Si vous ne voyez pas la colonne de gauche, cliquez
ICI
(retour au cadre et à la liste des musiciens)



Je ne connais pas d'autres sites en français sur Ludwig Senfl. Si vous en connaissez, écrivez-moi. en enlevant "-nospam" de l'adresse. Merci d'avance.
English website : see below.

SENFL, Ludwig (1486 - 1538)


Ludwig Senfl a peut-être vécu à Zurich à partir de 1488. Son père serait alors un certain Bernhart Sänfli de Fribourg devenu citoyen de Zurich cette même année. D'après son propre témoignage, Senfl devint enfant de choeur à la Hofkapelle de Maximilien Ier en 1496 ; il y fut certainement engagé à Augsbourg avant qu'elle ne soit démantelée et réorganisée à Vienne. En 1497, Heinrich Isaac fut nommé compositeur de la cour. En 1500, Isaac et la Chapelle accompagnèrent l'empereur à Augsbourg pour la session du Reichstag.

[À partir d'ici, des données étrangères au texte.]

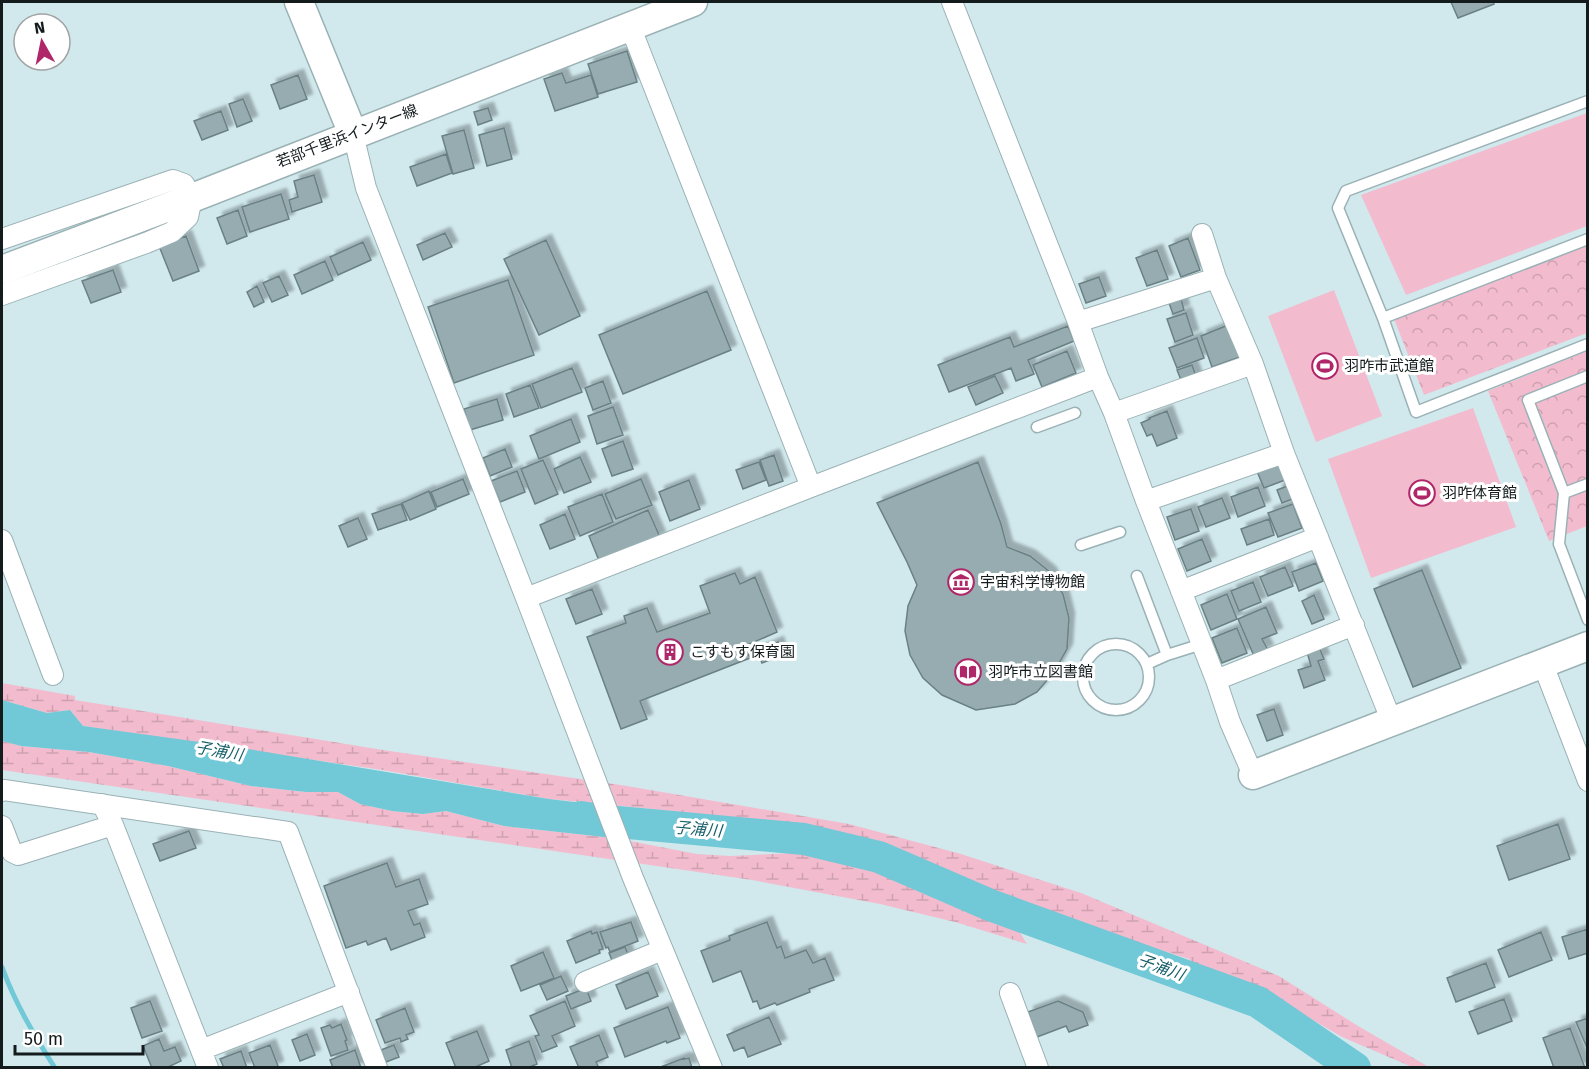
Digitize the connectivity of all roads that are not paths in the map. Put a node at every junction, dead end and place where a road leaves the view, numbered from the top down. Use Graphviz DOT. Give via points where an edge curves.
graph roads {
  1 [pos="299,2"];
  2 [pos="693,2"];
  3 [pos="952,2"];
  4 [pos="630,26"];
  5 [pos="1587,101"];
  6 [pos="353,134"];
  7 [pos="192,198"];
  8 [pos="1202,234"];
  9 [pos="2,239"];
  10 [pos="1587,239"];
  11 [pos="2,270"];
  12 [pos="1216,278"];
  13 [pos="2,295"];
  14 [pos="1383,318"];
  15 [pos="1078,322"];
  16 [pos="1587,344"];
  17 [pos="1253,364"];
  18 [pos="1098,376"];
  19 [pos="1587,376"];
  20 [pos="1075,413"];
  21 [pos="1114,413"];
  22 [pos="1037,427"];
  23 [pos="1284,453"];
  24 [pos="1587,484"];
  25 [pos="811,487"];
  26 [pos="1564,493"];
  27 [pos="1146,501"];
  28 [pos="1120,532"];
  29 [pos="1318,537"];
  30 [pos="2,540"];
  31 [pos="1082,545"];
  32 [pos="1137,576"];
  33 [pos="1181,591"];
  34 [pos="526,598"];
  35 [pos="1587,620"];
  36 [pos="1354,626"];
  37 [pos="1202,644"];
  38 [pos="1587,646"];
  39 [pos="1167,655"];
  40 [pos="1542,662"];
  41 [pos="1147,664"];
  42 [pos="53,675"];
  43 [pos="1216,680"];
  44 [pos="1392,722"];
  45 [pos="1253,775"];
  46 [pos="1587,781"];
  47 [pos="2,791"];
  48 [pos="102,804"];
  49 [pos="113,825"];
  50 [pos="2,826"];
  51 [pos="662,950"];
  52 [pos="585,982"];
  53 [pos="349,992"];
  54 [pos="1010,993"];
  55 [pos="204,1059"];
  56 [pos="377,1068"];
  57 [pos="712,1068"];
  58 [pos="1038,1068"];
  1 -- 6 [label="main road"];
  2 -- 4 [label="main road, 若部千里浜インター線"];
  3 -- 15 [label="street"];
  4 -- 6 [label="main road, 若部千里浜インター線"];
  4 -- 25 [label="street"];
  5 -- 14 [label="lane" via="1346,191 1338,208"];
  6 -- 7 [label="main road, 若部千里浜インター線"];
  6 -- 34 [label="street" via="366,188"];
  7 -- 9 [label="street" via="184,184 173,180"];
  7 -- 11 [label="main road, 若部千里浜インター線"];
  7 -- 13 [label="street" via="188,217 172,232"];
  8 -- 12 [label="street"];
  10 -- 14 [label="lane"];
  12 -- 15 [label="street"];
  12 -- 17 [label="street"];
  14 -- 16 [label="lane" via="1416,412"];
  15 -- 18 [label="street"];
  17 -- 21 [label="street"];
  17 -- 23 [label="street"];
  18 -- 21 [label="street"];
  18 -- 25 [label="street"];
  19 -- 26 [label="lane" via="1528,400"];
  20 -- 22 [label="lane"];
  21 -- 27 [label="street"];
  23 -- 27 [label="street"];
  23 -- 29 [label="street"];
  24 -- 26 [label="lane"];
  25 -- 34 [label="street"];
  26 -- 35 [label="lane" via="1559,544"];
  27 -- 33 [label="street"];
  28 -- 31 [label="lane"];
  29 -- 33 [label="street"];
  29 -- 36 [label="street"];
  30 -- 42 [label="street"];
  32 -- 39 [label="lane"];
  33 -- 37 [label="street"];
  34 -- 51 [label="street"];
  36 -- 43 [label="street"];
  36 -- 44 [label="street"];
  37 -- 39 [label="lane"];
  37 -- 43 [label="street"];
  38 -- 40 [label="main road"];
  39 -- 41 [label="lane"];
  40 -- 44 [label="main road"];
  40 -- 46 [label="street"];
  41 -- 41 [label="lane" via="1147,690 1131,707 1105,709 1085,691 1082,672 1100,647 1122,644 1141,655"];
  43 -- 45 [label="street"];
  44 -- 45 [label="main road"];
  47 -- 48 [label="street"];
  48 -- 49 [label="street"];
  48 -- 53 [label="street" via="288,832"];
  49 -- 50 [label="street" via="18,855 12,852"];
  49 -- 55 [label="street"];
  51 -- 52 [label="street"];
  51 -- 57 [label="street"];
  53 -- 55 [label="street"];
  53 -- 56 [label="street"];
  54 -- 58 [label="street"];
}
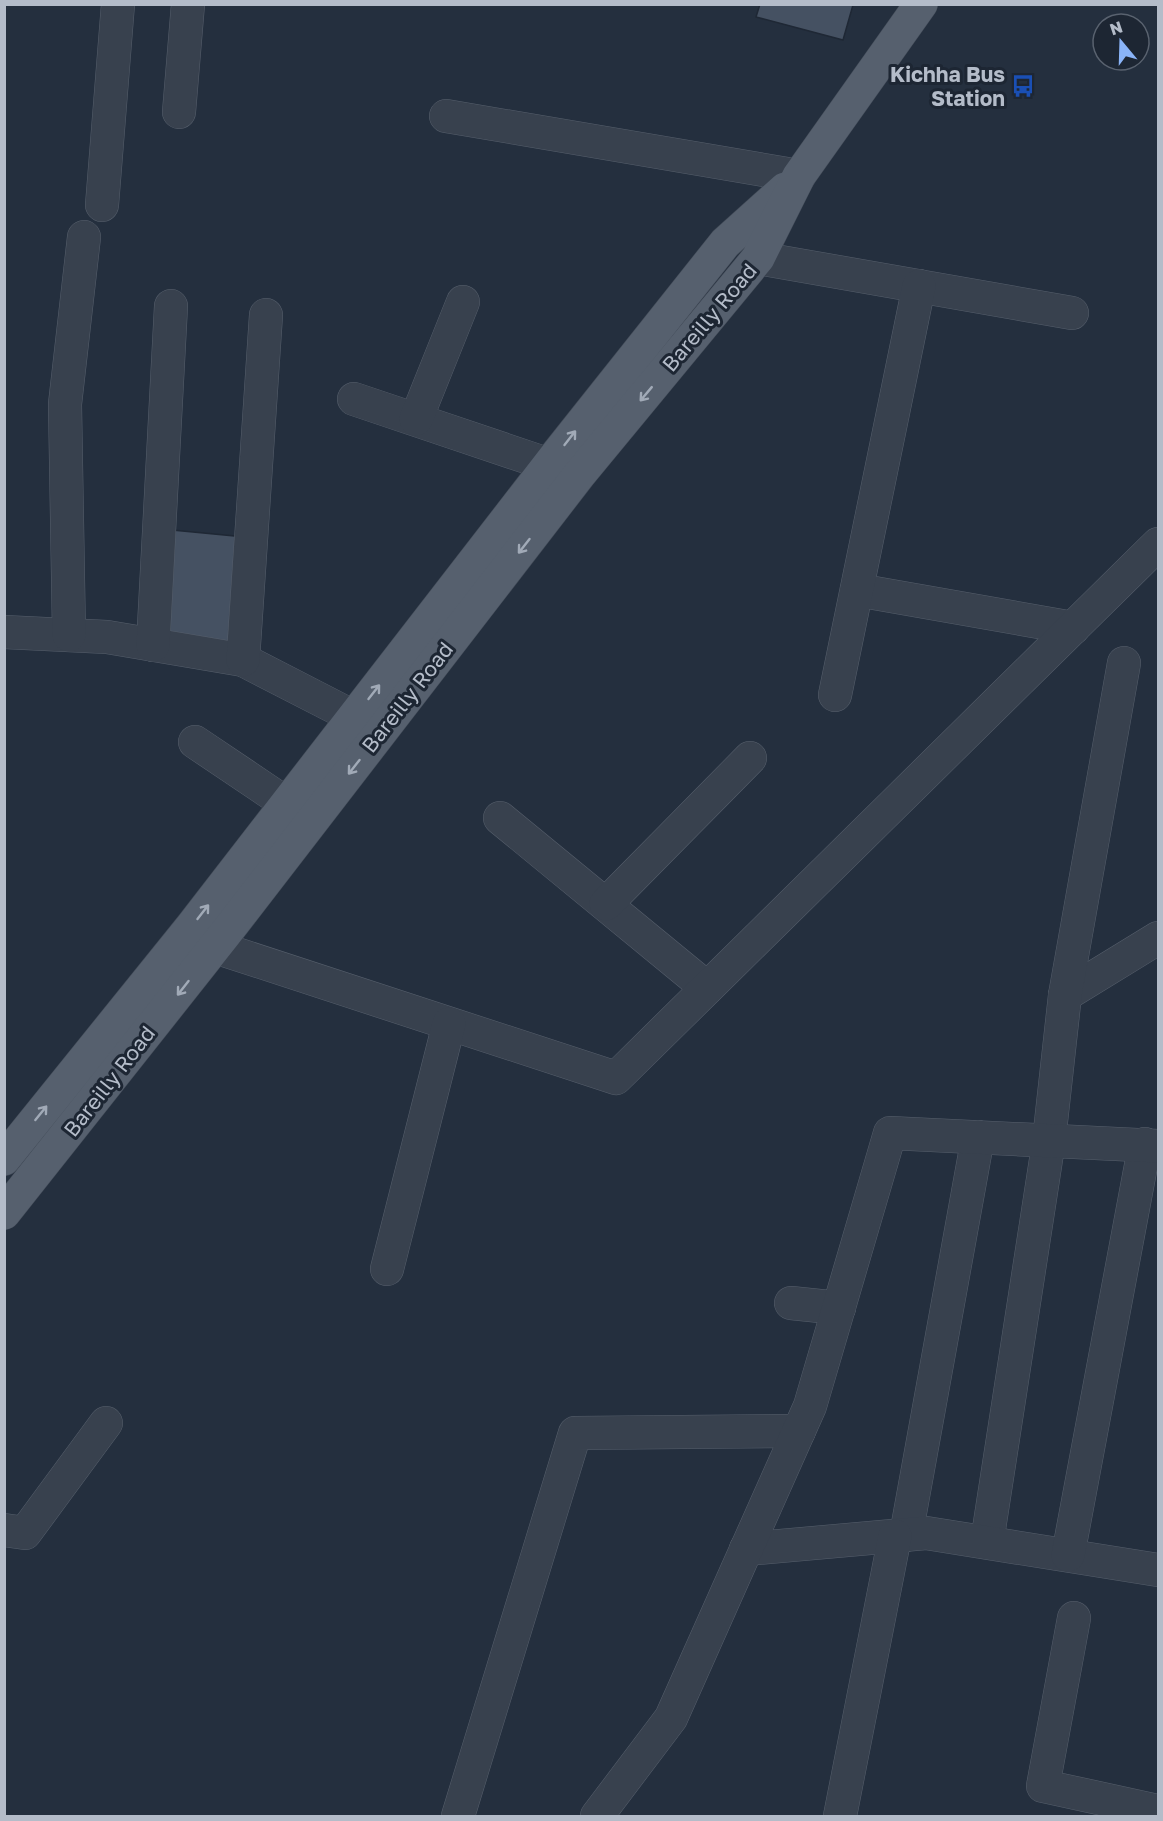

Senfl y était probablement, à moins que sa voix n'ait changé, auquel cas il aurait été formé pour la prêtrise. En 1516, les garçons ayant mué recevaient une bourse pour trois ans d'études à Vienne, et Senfl étudia probablement dans cette ville entre 1500 et 1504 dans des conditions similaires. Il séjourna quelque temps à Zurich en 1504, puis, à partir de cette date, resta avec la Chapelle. Il dut recevoir au moins les ordres mineurs : une demande de résidence à la cathédrale de Bâle que l'empereur lui obtint en 1508 le décrit comme "clericus". Malgré son statut de clerc, son appartenance à la Chapelle montre qu'il y était musicien à plein temps, étudiant probablement aussi la composition avec Isaac.




Ludwig Senfl jeune
(dessin)


Ludwig Senfl
(médaillon)



Ludwig Senfl,
motet Ecce quam bonum
(parties de Discant et de Bassus)


Cliquez sur le médaillon et la partition pour les agrandir

À partir de 1507, Senfl séjourna avec la Hofkapelle à Constance pendant la réunion du Reichstag, où il fut en compagnie d'Isaac jusqu'en 1508 ou 1509. En avril 1508, Isaac fut chargé par le chapitre de la cathédrale de Constance d'écrire un cycle d'offices à l'usage de cette même ville. Il en remit une partie à la commission l'année suivante, mais le reste ne fut pas envoyé au chapitre avant novembre 1509. Senfl collabora en tant que copiste, et dit avoir copié quelque seize volumes sous la direction d'Isaac. Une partie importante de ce manuscrit fut imprimée plus tard sous le titre de Choralis constantinus (Nuremberg, 1550-1555). Il est possible que Senfl soit parti avec Isaac à Florence après 1508, puisque, en mai 1510, l'empereur donna à Senfl un bénéfice ecclésiastique dans le diocèse de Vérone. Isaac et Senfl paraissent avoir commencé à travailler sur la commission de Constance en Italie, puisque les livres de choeur originaux ont été copiés en partie sur du papier utilisé en Italie vers 1510. Des pièces de Senfl y figurent dès les premières pages de cette vaste collection. De plus, il aida Isaac à préparer les copies des compositions terminées.
Vers 1513, Senfl fut probablement de nouveau au service de la Chapelle, puis à Vienne, où il reprit le poste d'Heinrich
Isaac : dans la longue dédicace de En opus musicum festorum dierum, il se décrit lui-même comme "élève d'Isaac, qui à la mort de son maître fut chargé de lui succéder sur ordre de Sa Majesté impériale". Pendant ce temps, Senfl participa activement à des discussions dans des cercles humanistes viennois sur des questions de métrique et de rythme musical. Il était censé réaliser leurs aspirations : donner une métrique appropriée aux vers poétiques des odes classiques. L'influence de ce cercle d'érudits viennois s'étendit au-delà de l'Autriche et de la Bavière, et fit connaître Senfl aux musiciens et aux lettrés dans la totalité de l'Europe germanophone. Dès 1512, ses premiers lieder apparaissent aussi bien dans des manuscrits que dans la première anthologie musicale allemande. Senfl assista à Augsbourg à l'ouverture du dernier Reichstag de Maximilien en 1518. Il y démontra son talent de compositeur. Vers la fin du Reichstag, Martin Luther vint à Augsbourg pour comparaître devant le cardinal Caietan. Le théologien a donc pu rencontrer Senfl et entendre des répétitions de ses oeuvres.




Martin LUTHER
(1483-1546)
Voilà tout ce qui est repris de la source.